Thompson was born in Kingston upon Hull in March 1783. He was son of Thomas Thompson, a banker of Hull and his wife, Philothea Perronet Briggs. The name Perronet was from his mother's grandfather, Vincent Perronet, vicar of Shoreham and a friend of John Wesley and his brother Charles Wesley. He was educated at Hull Grammar School. He graduated from Queens' College, Cambridge in 1802 with the rank of seventh Wrangler. From 1803, Thompson served as a midshipman in the Royal Navy, switching to the British Army (as a lieutenant) in 1806. Thompson became Governor of Sierra Leone between August 1808 and June 1810, due in part to his acquaintance with William Wilberforce. He was recalled from the job after complaining about the system by which "freed" slaves were compulsorily "apprenticed" for fourteen years. He wrote that Wilberforce and the Sierra Leone Company had "by means of their agents become slave traders themselves". He threatened to expose this situation, so he was sacked, with Wilberforce himself agreeing to the dismissal.

In 1812, Thompson returned to his military duties, and, after serving in the south of France, was in 1815 attached as Arabic interpreter to an expedition against the Wahabees of the Persian Gulf, with whom he negotiated a treaty (dated January 1820) in which the slave trade was for the first time declared piracy. Whilst in the Army, Thompson was promoted to major in 1825, lieutenant colonel in 1829 and in later years was made a major general. While serving in the Army in India, his second son, Charles, was born at Bombay.

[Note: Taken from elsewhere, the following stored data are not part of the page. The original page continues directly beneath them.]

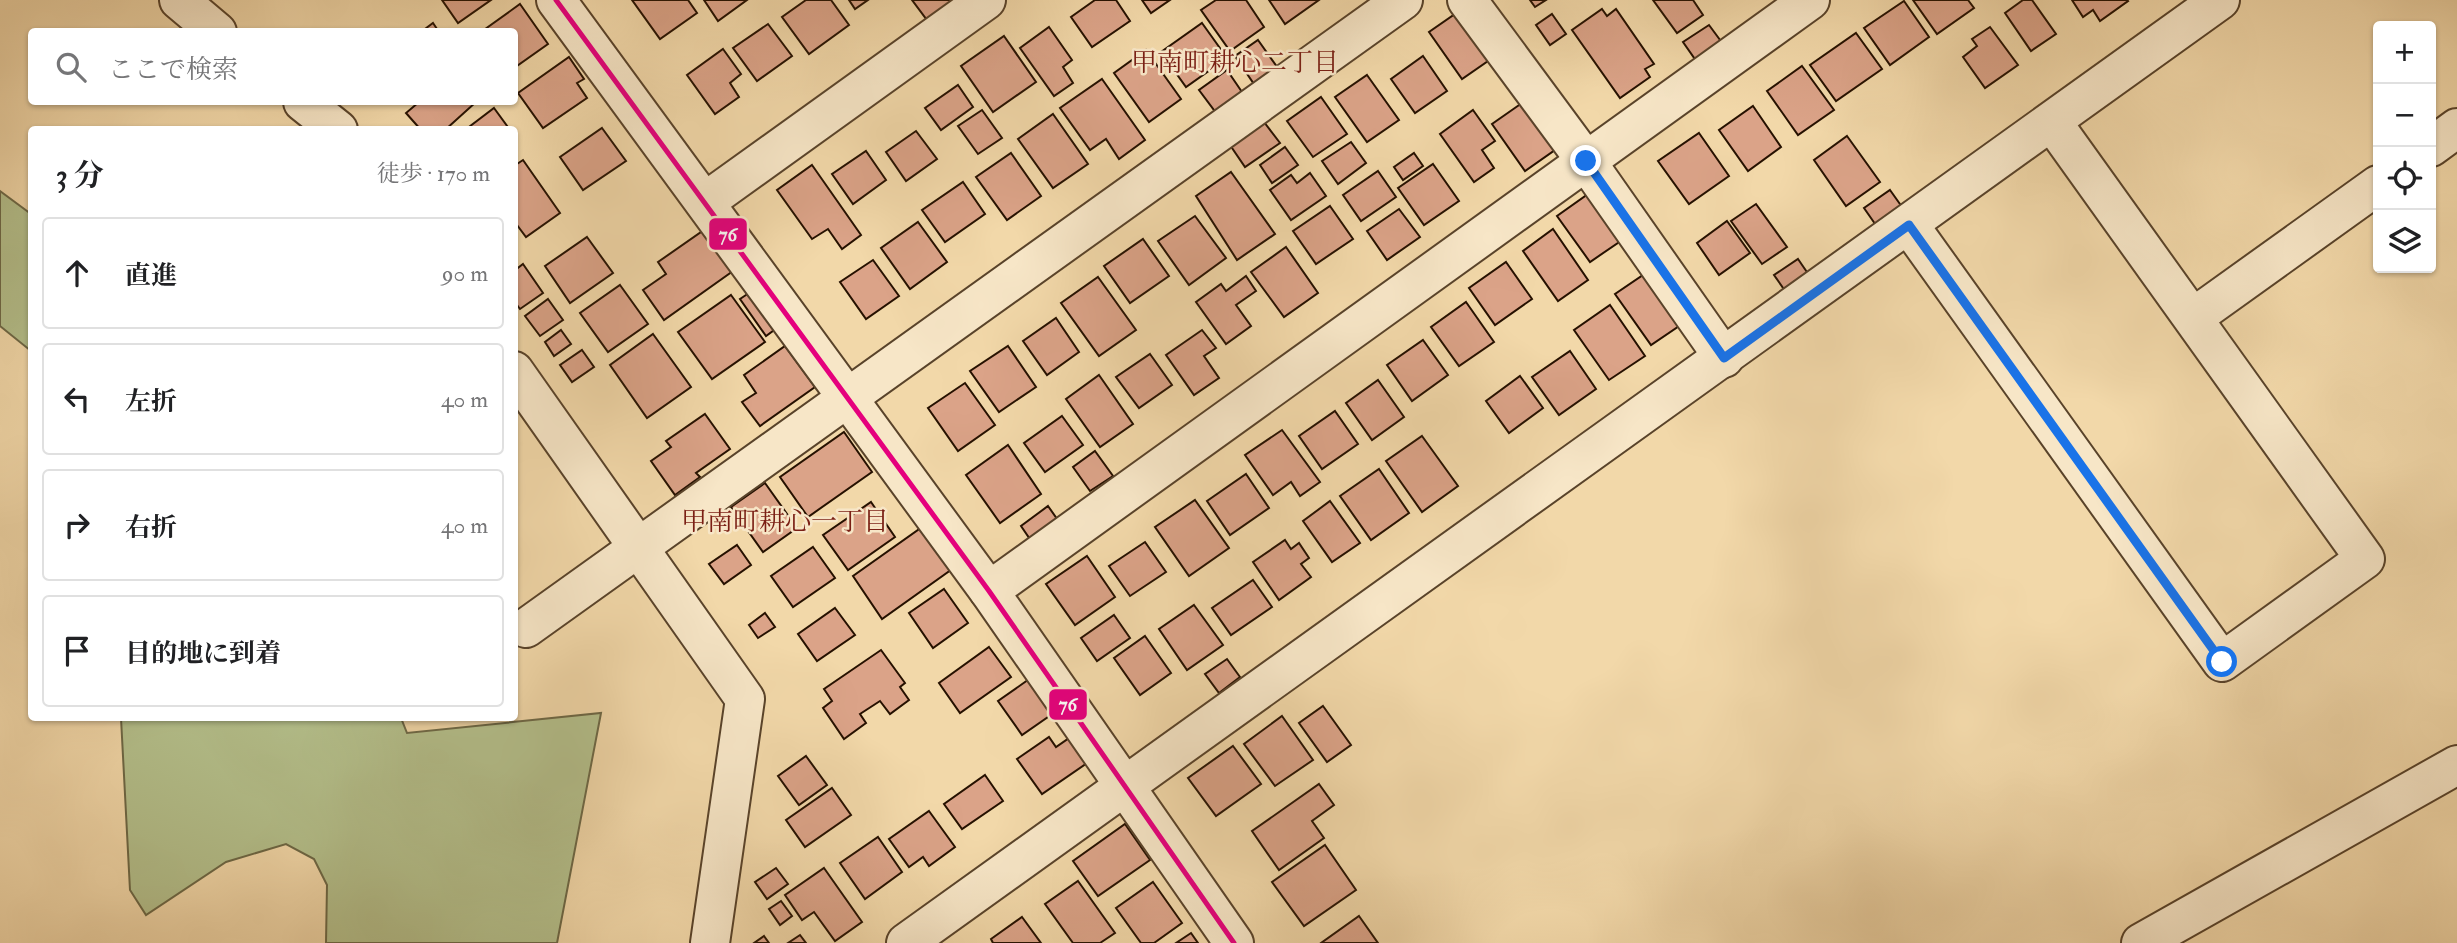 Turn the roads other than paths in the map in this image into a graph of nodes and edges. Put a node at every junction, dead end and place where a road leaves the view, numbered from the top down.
1 (179, 0) edge
2 (986, 0) edge
3 (1402, 0) edge
4 (1467, 0) edge
5 (1810, 0) edge
6 (2220, 0) edge
7 (565, 3) edge
8 (212, 28) edge
9 (307, 105) edge
10 (2052, 122) junction
11 (333, 126) edge
12 (2457, 128) edge
13 (2436, 143) edge
14 (1586, 161) junction
15 (2373, 189) edge
16 (705, 202) junction
17 (1909, 225) junction
18 (2194, 317) junction
19 (1724, 358) junction
20 (518, 377) edge
21 (848, 400) junction
22 (639, 546) junction
23 (989, 591) junction
24 (526, 628) dead end
25 (2457, 765) edge
26 (1124, 788) junction
27 (710, 943) edge
28 (906, 943) edge
29 (1234, 943) edge
30 (2141, 943) edge

1 - 8 street
2 - 16 street
3 - 21 street
4 - 14 street
5 - 14 street
6 - 10 street
7 - 16 street
9 - 11 street
10 - 17 street
10 - 18 street
12 - 13 street
14 - 19 street
14 - 23 street
15 - 18 street
16 - 21 street
17 - 18 street
17 - 19 street
19 - 26 street
20 - 22 street
21 - 22 street
21 - 23 street
22 - 24 street
22 - 27 street
23 - 26 street
25 - 30 street
26 - 28 street
26 - 29 street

As a radical reformer, Thompson wrote the True Theory of Rent and A Catechism on the Corn Laws. He also joint-owned the Westminster Review for a time. He wrote several articles in the journal supporting universal suffrage, and his articles were republished in 1842 in six volumes.

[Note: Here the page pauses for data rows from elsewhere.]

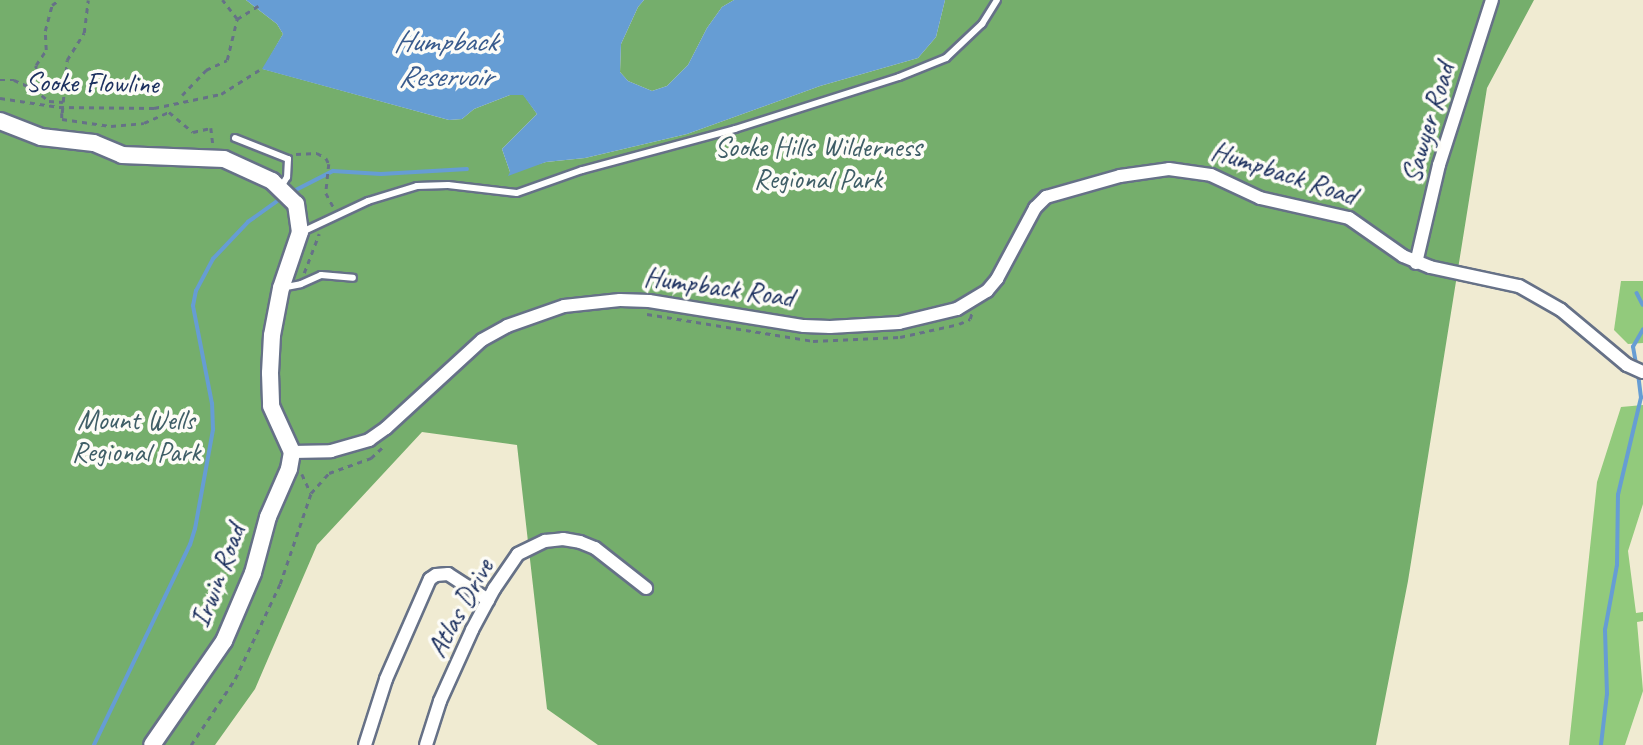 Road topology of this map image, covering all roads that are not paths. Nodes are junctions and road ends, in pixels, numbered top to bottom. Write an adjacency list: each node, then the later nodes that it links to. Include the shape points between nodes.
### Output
1 (997, 0): 6 (lane, via 956,51 899,77 735,129 582,170 517,194 448,185 416,186)
2 (1492, 0): 7 (street, Sawyer Road, via 1439,165)
3 (0, 121): 5 (street, via 41,138 94,143 122,155 224,159)
4 (235, 138): 5 (lane, via 288,159 287,177)
5 (280, 188): 6 (street, via 296,204)
6 (300, 232): 9 (street)
7 (1416, 262): 10 (street, Humpback Road, via 1519,286 1561,310 1627,365); 11 (street, Humpback Road, via 1349,218 1260,198 1211,175 1169,169 1120,176 1046,197 1035,208 997,279 969,303 934,316 830,327 649,301 564,306 507,326 482,341 369,440 331,451)
8 (354, 278): 9 (lane, via 321,275)
9 (281, 288): 11 (street, via 272,335 271,399)
10 (1643, 372)
11 (292, 452): 14 (street, Irwin Road, via 253,573 224,640)
12 (646, 588): 13 (street, Atlas Drive, via 595,548 563,539 545,541 518,554)
13 (488, 600): 15 (street, via 448,574 430,579 386,679); 16 (street, Atlas Drive, via 453,671)
14 (152, 745)
15 (365, 745)
16 (426, 745)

Thompson represented Kingston upon Hull in the House of Commons from 1835 to 1837 and was elected to represent Bradford between 1847 and 1852, and again from 1857 to 1859.

Thompson died in September 1869 aged 86. Monuments to his second son General Charles William Thompson, his youngest son Lieutenant Colonel John Wycliffe Thompson, who served in the Crimean War, and his youngest daughter Anne Elise are in the chancel of St Mary's Church, Cottingham, near Hull.

Personal life

Thompson was interested in music, writing books on harmony and just intonation e.g. for the guitar (Instructions to my daughter for playing on the enharmonic guitar). His mathematical publications were somewhat eccentric. He published a Theory of Parallels in 1844, and was also the author of Geometry without Axioms, in which he endeavoured to "get rid of" axioms.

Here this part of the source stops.